TASK ITEM >>
Whenever a line in the entries below contains the string "every", copy that line.
RECORD SET Start Marker
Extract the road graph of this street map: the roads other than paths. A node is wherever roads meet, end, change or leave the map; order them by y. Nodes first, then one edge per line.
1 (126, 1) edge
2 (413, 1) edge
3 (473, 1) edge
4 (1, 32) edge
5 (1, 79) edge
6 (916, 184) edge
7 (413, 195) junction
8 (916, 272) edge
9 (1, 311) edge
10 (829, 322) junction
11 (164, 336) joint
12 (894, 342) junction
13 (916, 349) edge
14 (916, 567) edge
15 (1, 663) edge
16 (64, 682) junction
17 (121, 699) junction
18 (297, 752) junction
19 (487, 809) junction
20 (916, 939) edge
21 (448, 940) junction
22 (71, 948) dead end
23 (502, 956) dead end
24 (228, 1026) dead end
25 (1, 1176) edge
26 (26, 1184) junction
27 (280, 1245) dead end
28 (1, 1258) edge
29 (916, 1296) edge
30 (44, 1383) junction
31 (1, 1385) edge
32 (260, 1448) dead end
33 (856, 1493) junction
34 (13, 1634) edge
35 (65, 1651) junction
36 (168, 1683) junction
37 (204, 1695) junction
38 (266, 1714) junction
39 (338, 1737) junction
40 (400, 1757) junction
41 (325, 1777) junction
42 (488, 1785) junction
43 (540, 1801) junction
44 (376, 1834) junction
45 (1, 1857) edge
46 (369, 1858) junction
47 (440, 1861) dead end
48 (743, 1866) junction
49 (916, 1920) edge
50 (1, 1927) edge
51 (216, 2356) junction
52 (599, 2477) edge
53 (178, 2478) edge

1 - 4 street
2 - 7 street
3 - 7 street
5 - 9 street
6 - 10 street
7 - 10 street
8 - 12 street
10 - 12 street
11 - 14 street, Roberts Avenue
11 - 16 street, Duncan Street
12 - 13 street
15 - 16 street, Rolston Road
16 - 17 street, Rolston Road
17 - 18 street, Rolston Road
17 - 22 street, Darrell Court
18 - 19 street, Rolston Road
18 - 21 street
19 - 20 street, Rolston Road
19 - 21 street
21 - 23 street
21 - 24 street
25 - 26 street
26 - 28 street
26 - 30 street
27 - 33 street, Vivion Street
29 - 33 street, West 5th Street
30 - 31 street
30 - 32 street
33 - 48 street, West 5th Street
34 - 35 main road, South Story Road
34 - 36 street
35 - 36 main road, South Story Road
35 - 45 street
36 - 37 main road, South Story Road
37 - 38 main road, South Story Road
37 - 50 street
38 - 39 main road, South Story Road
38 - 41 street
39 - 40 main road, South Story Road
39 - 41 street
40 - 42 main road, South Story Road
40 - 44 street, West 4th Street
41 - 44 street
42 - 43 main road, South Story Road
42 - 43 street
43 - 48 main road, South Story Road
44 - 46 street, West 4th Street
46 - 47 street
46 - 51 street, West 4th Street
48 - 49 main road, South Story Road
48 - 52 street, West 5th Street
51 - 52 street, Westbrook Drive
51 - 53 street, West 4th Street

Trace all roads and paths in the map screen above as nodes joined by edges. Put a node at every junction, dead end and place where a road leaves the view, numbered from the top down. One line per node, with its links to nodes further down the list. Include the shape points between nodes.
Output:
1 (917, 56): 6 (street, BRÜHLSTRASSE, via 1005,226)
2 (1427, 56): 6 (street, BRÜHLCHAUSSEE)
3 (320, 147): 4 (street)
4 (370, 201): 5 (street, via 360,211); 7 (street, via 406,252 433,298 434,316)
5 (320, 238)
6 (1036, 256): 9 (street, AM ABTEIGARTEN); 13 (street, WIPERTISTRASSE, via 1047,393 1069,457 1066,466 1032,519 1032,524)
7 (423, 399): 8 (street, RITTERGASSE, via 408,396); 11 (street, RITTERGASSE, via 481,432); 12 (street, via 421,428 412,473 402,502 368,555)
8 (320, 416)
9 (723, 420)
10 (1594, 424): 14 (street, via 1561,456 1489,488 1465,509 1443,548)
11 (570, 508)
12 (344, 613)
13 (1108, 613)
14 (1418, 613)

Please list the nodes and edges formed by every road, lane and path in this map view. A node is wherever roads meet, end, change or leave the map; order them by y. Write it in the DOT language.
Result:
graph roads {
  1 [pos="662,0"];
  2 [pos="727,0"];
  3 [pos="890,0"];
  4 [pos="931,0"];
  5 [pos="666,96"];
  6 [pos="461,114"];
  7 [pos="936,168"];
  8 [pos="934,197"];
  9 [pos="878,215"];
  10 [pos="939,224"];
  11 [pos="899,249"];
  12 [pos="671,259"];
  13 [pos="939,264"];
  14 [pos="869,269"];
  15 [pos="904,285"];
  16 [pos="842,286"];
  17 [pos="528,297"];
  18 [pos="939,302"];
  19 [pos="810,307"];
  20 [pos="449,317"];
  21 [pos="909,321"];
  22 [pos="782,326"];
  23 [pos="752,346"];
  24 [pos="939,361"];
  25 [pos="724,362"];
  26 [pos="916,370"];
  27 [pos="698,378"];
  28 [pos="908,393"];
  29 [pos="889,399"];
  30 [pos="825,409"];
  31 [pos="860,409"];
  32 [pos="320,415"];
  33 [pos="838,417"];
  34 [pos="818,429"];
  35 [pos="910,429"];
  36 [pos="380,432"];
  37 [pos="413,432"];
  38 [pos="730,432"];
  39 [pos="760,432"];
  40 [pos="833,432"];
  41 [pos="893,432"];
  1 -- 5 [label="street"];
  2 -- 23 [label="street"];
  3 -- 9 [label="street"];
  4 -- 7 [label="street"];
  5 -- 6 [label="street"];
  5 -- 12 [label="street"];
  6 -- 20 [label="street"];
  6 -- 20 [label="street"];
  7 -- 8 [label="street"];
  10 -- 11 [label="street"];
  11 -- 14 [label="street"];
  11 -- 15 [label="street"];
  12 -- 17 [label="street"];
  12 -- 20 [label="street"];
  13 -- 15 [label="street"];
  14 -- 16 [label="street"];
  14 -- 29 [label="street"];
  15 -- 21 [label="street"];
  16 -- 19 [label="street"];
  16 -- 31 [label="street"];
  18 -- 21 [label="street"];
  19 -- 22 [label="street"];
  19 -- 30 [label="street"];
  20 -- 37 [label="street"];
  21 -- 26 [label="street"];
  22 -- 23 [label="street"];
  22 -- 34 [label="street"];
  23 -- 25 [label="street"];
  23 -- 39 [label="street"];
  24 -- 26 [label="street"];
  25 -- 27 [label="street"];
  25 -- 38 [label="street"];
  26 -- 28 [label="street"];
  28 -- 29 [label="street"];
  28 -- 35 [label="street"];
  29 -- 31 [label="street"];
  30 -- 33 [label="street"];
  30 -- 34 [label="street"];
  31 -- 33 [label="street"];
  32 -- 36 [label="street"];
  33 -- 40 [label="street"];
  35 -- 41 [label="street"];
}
RECORD SET End Marker
ANSWER SECTION >>
Trace all roads and paths in the map screen above as nodes joined by edges. Put a node at every junction, dead end and place where a road leaves the view, numbered from the top down. One line per node, with its links to nodes further down the list. Include the shape points between nodes.
Please list the nodes and edges formed by every road, lane and path in this map view. A node is wherever roads meet, end, change or leave the map; order them by y. Write it in the DOT language.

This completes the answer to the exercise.